Within a few days of receiving those things, I got calls to work with clients on the building of their businesses. More work than I knew what to do with. That self-funding project was going to actually build confidence in my husband that God just might be laying out this plan. Not only was I able to find products that were lovely, but now more work to keep me busy and fund this dream. It was busy and late nights, more self-education, and sometimes tears as the plans moved forward. Only thing I was not driving this project. Things kept unfolding before I realized it was yet another step into the direction of where I wanted to go.
January 2012 launched the start of a website. More work. More tears, more wondering if this is what I should be doing. David continued to encourage me to keep pressing forward. Emily believed I had turned into a computer geek. Elliot laughing at this new language of technology his mother was using. There was more learning and self-educating on how to manage and run a website. I finally felt like giving up. I sat in my dining room begging God to give me direction. I sent a Social Media guy I had followed on twitter a direct message. Asking what his fee and time were worth for me to ask my 100 questions. He responded. Within a week he and I met. The craziest of connections is that his parents were two lovely Italian folks who poured love into my daughter Emily. I choose randomly some guy out of millions who not only lives practically in my backyard, but his parents know my daughter well. Robert began to give definition to doing business in 2012. He worked closely with me. Educating me and challenging me. I was no easy student, and he told me so. God’s direction and provisions once again.
One day I received an email from a woman who needed help starting her business in Portland, OR. She said she saw a status update on Sheri Kaetzel’s Facebook page about my business as a consultant. After looking at my very generic consulting website she contacted me. Because I assumed she and Sheri were friends, I also assumed they had talked and Sheri referred me. Note to self, “send Sheri a thank you card for the referral.”.
As I began to work with this new client, I shared with her that she had a gift in her location. There is so much growth that was happening in the 1-2 year plan, and my desire to have my own store in the next 2 years in this area.
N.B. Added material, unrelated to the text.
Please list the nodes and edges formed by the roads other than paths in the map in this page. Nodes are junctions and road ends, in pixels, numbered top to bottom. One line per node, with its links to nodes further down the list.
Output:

Basically that was all I said about that and my time with her each week was all about building her business and getting her ready to launch her store opening.
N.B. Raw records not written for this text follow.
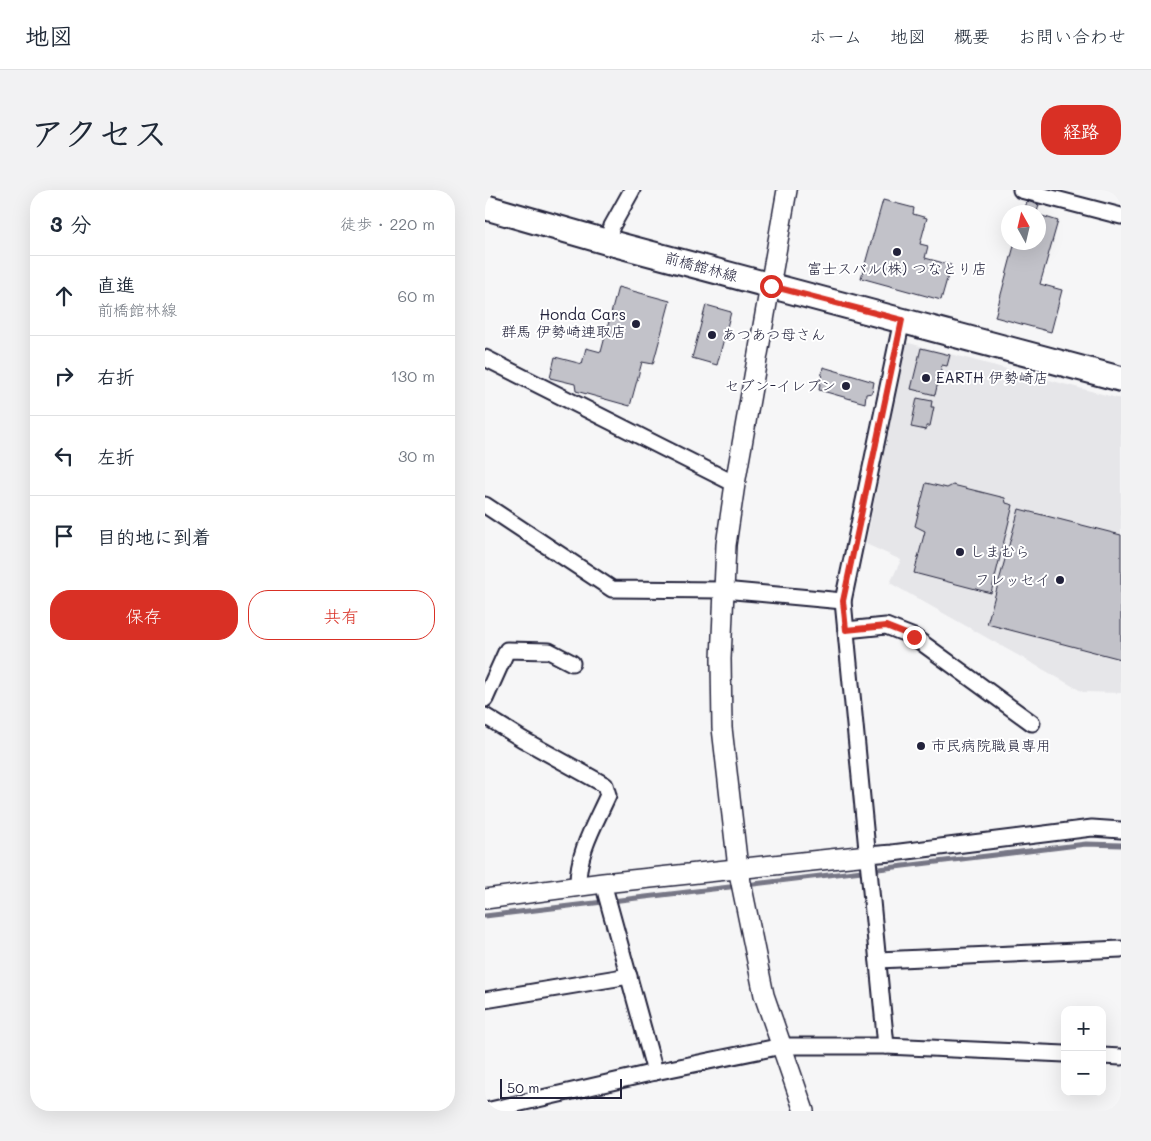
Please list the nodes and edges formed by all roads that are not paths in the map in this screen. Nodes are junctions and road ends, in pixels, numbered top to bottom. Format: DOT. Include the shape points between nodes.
graph roads {
  1 [pos="787,190"];
  2 [pos="1021,190"];
  3 [pos="630,191"];
  4 [pos="485,208"];
  5 [pos="1121,216"];
  6 [pos="607,242"];
  7 [pos="771,286"];
  8 [pos="902,320"];
  9 [pos="485,358"];
  10 [pos="1121,379"];
  11 [pos="735,484"];
  12 [pos="485,505"];
  13 [pos="723,590"];
  14 [pos="843,601"];
  15 [pos="846,630"];
  16 [pos="572,663"];
  17 [pos="485,699"];
  18 [pos="485,716"];
  19 [pos="1032,724"];
  20 [pos="1121,830"];
  21 [pos="868,854"];
  22 [pos="738,868"];
  23 [pos="603,883"];
  24 [pos="578,886"];
  25 [pos="485,899"];
  26 [pos="1121,948"];
  27 [pos="878,960"];
  28 [pos="629,976"];
  29 [pos="485,1000"];
  30 [pos="781,1046"];
  31 [pos="886,1046"];
  32 [pos="1061,1054"];
  33 [pos="1106,1056"];
  34 [pos="1121,1057"];
  35 [pos="655,1072"];
  36 [pos="486,1111"];
  37 [pos="804,1111"];
  1 -- 7 [label="street"];
  2 -- 5 [label="street"];
  3 -- 6 [label="street"];
  4 -- 6 [label="main road, 前橋館林線"];
  6 -- 7 [label="main road, 前橋館林線"];
  7 -- 8 [label="main road, 前橋館林線"];
  7 -- 11 [label="street"];
  8 -- 10 [label="main road, 前橋館林線"];
  8 -- 14 [label="street"];
  9 -- 11 [label="street"];
  11 -- 13 [label="street"];
  12 -- 13 [label="street" via="612,589"];
  13 -- 14 [label="street"];
  13 -- 22 [label="street" via="722,728"];
  14 -- 15 [label="street"];
  15 -- 19 [label="street" via="886,626 914,637"];
  15 -- 21 [label="street"];
  16 -- 17 [label="street" via="549,651 507,650"];
  18 -- 24 [label="street" via="605,785 608,795 584,847"];
  20 -- 21 [label="street" via="1092,828"];
  21 -- 22 [label="street"];
  21 -- 27 [label="street"];
  22 -- 23 [label="street"];
  22 -- 30 [label="street" via="764,995"];
  23 -- 24 [label="street"];
  23 -- 28 [label="street"];
  24 -- 25 [label="street"];
  26 -- 27 [label="street"];
  27 -- 31 [label="street"];
  28 -- 29 [label="street"];
  28 -- 35 [label="street"];
  30 -- 31 [label="street"];
  30 -- 35 [label="street"];
  30 -- 37 [label="street"];
  31 -- 32 [label="street"];
  33 -- 34 [label="street"];
  35 -- 36 [label="street"];
}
A few weeks into this business relationship, she sat me down and said,
“I need to talk with you.”
It seemed serious. My first thoughts were that she was getting cold feet about her opening date, or that she was not sure she could do this. Jitters for a store opening in less than two months is often cause for anxiety, so I expected it. Only she had nothing about anxieties of her store. She simply said, “I would like to offer this location to you.” She had additional space for a second boutique and additional warehouse space, and parking. All things I would look for in my own store. I could not believe it. I asked her if this was some kind of “flip” statement. She assured me that it was not.
I got into my car that afternoon to return back home. Excited, but also keeping my emotions in check, driving and asking God is this really the right thing I should be doing? I have a two year plan, and I am only almost a year into my plan. I called Emily to tell her of the news. David was not available and I had to share with someone, while still keeping it on the “down-low”. Emily and I talked and soon talk of a desk I had painted eight years ago for the Street of Dreams came up. It was a desk that would look darling in a new little boutique. I was sad to have sold that desk over 8 years ago, but now dreaming of a boutique longing to have it back. That night, thinking of furniture I went onto craigslist and found this lovely desk. The very desk I had painted over 8 years ago, now on craigslist the very day I am dreaming of it. Is this how God shows Himself?
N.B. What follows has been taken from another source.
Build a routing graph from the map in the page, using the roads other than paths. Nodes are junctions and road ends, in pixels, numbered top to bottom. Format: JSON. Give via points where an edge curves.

Is this a fluke or this God saying, “Elizabeth, you are a designer, and this is how I get your attention. I am here and I know your heart and your desires, no go and open that store. I know your plan is still two years out, but Mine is now.”
David and I sat and talked and worked through the details of me stepping into God’s plan. With full support and cheer leading from my husband I stepped into this new plan.
Last week, Sheri and I sat downtown having lunch. I never did write that thank you note to her for her referral. Over lunch I simply asked about her relationship with Marcella, my client who made my store location possible. Sheri went on to tell me that she really does not know her. That they had a mutual friendship through their church. I was shocked to learn this.
“Sheri, you made a status update on Facebook that Marcella saw. I assumed she was one of your friends and you referred me".
"You mean Marcella saw that one update?” said Sheri
"Sheri you do realize that you are the one God used to set His plan in motion.“
Knowing Marcella as I do now, this is even more profound because she is someone who is hardly on Facebook. Sheri who is notorious for having many status updates during the day, and Marcella being online to see that one update which would change her life and mine.
Sheri and I sat through our lunch embracing how God orchestrates His plan and how she was used from beginning , a year ago, to this week, almost one year later. God chooses people, He chooses events, in His timing. Do you see it? Do you get it? I did not get the full picture until sitting with Sheri over lunch. Together both of us sitting in utter wonderment of God. He is real and He knows the desires of our hearts. He uses extraordinary in ordinary. He used people, He is the master of orchestrating our lives if we are obedient to Him.
If you read my blog you know my heart and desire to be obedient to God’s call in my life. Not some big great thing, but the small every day stuff. I did not feel I could take on Marcella as a client. Evaluating the work load and the management of my time I did not see this shoe fitting. God spoke to my heart to work with Marcella. It did not make sense, and yet in obedience to God I listened. I have a God who presses into my thoughts and my heart.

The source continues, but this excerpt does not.